The approval came despite questions from the U.S. Environmental Protection Agency and objections from eco-groups who say it’s an improper use of the money.
The money would help pay for the removal of the old span, river dredging and several other projects relating to the $3.9 billion bridge replacement project. Much smaller amounts would go toward work like marsh restoration, stormwater treatment, the relocation of a falcon nest and efforts to protect endangered sturgeon from construction noise.
The state’s Environmental Facilities Corp. approved the proposal at a meeting Thursday. It’s now subject to approval by the Thruway Authority and Public Authorities Control Board.
Environmental advocates have threatened to sue if the plan is approved, saying funds set aside for drinking water, sewage and other water projects shouldn’t be used on a bridge project. They have also said the plan was rushed through without public input or scrutiny.
“It’s bad law, bad policy and bad precedent to take half a billion dollars meant for repairing New York’s aging waste water treatment plants and improving our rivers, and using it to pay for basic bridge construction activities,” Hudson Riverkeeper Paul Gallay told WCBS 880’s Sean Adams.
The money will go to the Thruway Authority in the form of low-interest loans. State officials said Thursday that the loans will be repaid and that the state’s clean water fund will have plenty of funds to support other projects even if the loans are approved.
By using loans instead of bonds, the state expects to shave $17 million off the project’s final cost. Thruway Authority Executive Director Tom Madison said the savings “will help us keep tolls as low as possible.”
The EPA has questioned the proposal’s justification and called it an “unconventional” use of the funds. In a letter to the state dated Wednesday, the regional EPA administrator said the agency is “carefully reviewing” the state’s plan and posed several questions, noting that in one case, the state was proposing to use the environmental funds for a dredging-related project that would likely harm the riverbed habitat.
“Our review of the proposed projects… gave rise to several questions pertaining to eligibility,” the letter said.
Joseph Martens, chairman of the Environmental Facilities Corp. and Cuomo’s environmental commissioner, said federal approval isn’t necessary for the loans.
The loans would cover aspects of the project including the removal of the existing bridge ($65 million); costs related to dredging ($140 million) and the bridge’s pedestrian and bicycle path ($67 million).
The more purely environmental work is far less expensive, including ecosystem restoration ($2.4 million); stormwater treatment ($14.4 million); sturgeon noise protection ($48,000); sturgeon conservation studies ($2.8 million) and relocation of the falcon nest ($100,000).

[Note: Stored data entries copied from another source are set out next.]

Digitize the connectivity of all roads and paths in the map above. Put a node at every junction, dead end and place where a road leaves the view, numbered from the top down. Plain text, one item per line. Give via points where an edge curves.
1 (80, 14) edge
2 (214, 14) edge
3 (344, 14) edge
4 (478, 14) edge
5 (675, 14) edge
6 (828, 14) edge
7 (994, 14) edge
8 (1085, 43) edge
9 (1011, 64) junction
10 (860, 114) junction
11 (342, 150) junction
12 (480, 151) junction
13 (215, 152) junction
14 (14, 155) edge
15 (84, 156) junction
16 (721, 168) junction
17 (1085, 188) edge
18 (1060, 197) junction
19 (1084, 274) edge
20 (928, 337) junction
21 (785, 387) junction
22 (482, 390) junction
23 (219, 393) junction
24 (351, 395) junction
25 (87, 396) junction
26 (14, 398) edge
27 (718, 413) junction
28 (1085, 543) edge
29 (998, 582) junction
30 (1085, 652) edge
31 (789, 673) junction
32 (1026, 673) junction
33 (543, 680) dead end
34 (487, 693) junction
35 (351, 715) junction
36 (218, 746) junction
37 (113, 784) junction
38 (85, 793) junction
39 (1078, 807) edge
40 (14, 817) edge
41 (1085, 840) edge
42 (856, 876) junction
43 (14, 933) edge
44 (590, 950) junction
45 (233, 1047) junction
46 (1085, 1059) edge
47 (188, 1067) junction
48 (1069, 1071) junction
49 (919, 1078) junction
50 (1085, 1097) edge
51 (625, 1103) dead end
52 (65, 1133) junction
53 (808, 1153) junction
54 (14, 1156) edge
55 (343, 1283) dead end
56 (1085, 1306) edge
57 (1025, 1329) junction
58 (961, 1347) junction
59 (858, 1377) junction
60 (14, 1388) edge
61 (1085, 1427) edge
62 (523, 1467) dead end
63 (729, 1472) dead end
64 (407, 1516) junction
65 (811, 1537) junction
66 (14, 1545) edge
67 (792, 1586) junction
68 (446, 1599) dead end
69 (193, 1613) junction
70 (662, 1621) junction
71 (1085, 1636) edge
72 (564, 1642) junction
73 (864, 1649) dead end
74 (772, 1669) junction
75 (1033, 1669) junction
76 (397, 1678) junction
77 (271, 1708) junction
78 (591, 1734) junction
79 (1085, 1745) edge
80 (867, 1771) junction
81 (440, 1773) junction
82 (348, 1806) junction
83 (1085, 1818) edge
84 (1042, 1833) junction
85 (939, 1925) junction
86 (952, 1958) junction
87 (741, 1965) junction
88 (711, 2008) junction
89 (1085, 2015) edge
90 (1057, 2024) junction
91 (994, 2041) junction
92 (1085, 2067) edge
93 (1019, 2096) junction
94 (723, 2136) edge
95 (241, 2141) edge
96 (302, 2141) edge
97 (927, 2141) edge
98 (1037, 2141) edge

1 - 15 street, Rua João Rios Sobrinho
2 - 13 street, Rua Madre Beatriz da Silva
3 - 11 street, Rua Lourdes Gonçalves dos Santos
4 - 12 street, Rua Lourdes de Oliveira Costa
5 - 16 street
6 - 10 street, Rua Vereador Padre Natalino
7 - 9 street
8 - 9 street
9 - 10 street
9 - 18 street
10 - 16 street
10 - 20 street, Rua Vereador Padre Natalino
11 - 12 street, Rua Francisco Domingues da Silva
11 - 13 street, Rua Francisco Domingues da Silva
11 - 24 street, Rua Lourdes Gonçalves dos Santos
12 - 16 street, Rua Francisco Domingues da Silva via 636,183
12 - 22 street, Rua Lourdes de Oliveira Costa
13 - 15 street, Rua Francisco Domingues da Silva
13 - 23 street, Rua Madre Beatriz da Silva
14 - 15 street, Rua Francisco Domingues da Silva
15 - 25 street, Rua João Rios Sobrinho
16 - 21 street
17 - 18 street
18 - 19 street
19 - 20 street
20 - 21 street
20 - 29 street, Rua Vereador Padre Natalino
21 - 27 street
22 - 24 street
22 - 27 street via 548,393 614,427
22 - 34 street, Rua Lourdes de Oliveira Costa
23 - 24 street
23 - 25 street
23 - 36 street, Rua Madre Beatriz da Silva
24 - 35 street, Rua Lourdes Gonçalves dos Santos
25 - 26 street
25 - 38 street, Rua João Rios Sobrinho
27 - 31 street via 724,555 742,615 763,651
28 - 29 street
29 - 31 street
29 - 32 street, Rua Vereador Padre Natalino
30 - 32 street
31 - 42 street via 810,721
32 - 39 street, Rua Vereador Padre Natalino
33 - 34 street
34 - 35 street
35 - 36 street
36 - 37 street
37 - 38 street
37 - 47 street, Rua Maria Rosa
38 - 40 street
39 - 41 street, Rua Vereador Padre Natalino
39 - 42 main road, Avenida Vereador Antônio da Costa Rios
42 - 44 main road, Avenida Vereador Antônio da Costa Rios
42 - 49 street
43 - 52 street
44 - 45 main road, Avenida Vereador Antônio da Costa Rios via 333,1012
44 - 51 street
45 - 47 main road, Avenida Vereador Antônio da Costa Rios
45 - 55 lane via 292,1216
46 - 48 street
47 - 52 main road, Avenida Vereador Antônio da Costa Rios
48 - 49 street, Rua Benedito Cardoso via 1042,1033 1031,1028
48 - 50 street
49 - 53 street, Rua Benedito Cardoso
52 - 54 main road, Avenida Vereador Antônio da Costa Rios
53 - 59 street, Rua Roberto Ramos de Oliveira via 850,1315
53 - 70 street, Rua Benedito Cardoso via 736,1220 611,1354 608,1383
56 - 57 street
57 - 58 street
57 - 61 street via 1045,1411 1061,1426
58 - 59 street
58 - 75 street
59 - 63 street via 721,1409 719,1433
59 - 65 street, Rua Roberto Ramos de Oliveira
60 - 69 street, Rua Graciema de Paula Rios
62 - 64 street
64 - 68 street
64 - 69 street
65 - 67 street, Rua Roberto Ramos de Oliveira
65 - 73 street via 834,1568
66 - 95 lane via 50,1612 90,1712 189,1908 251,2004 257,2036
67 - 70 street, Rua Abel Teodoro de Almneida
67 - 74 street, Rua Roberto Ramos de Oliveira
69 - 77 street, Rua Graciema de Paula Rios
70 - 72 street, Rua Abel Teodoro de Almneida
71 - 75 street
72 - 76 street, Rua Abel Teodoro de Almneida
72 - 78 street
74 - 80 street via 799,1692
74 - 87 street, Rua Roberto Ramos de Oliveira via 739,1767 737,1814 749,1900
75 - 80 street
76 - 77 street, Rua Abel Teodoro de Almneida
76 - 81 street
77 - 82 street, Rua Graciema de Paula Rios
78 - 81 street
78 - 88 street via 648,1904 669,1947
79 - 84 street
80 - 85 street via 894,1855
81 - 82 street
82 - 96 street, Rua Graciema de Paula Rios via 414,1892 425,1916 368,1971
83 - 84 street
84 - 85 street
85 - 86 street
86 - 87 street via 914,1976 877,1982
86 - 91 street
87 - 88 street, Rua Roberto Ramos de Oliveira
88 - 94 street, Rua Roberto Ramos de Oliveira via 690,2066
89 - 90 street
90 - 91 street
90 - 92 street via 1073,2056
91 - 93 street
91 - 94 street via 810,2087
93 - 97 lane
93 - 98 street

Martens said the projects are eligible for the loans because they will ensure the complex construction project is environmentally sensitive.
“It’s going to accomplish a lot of good things for the Hudson River estuary will help keep the tolls down, which is obviously another very important consideration,” Martens said.
The Tappan Zee, which opened to traffic in 1955, is being replaced at a cost of $3.9 billion.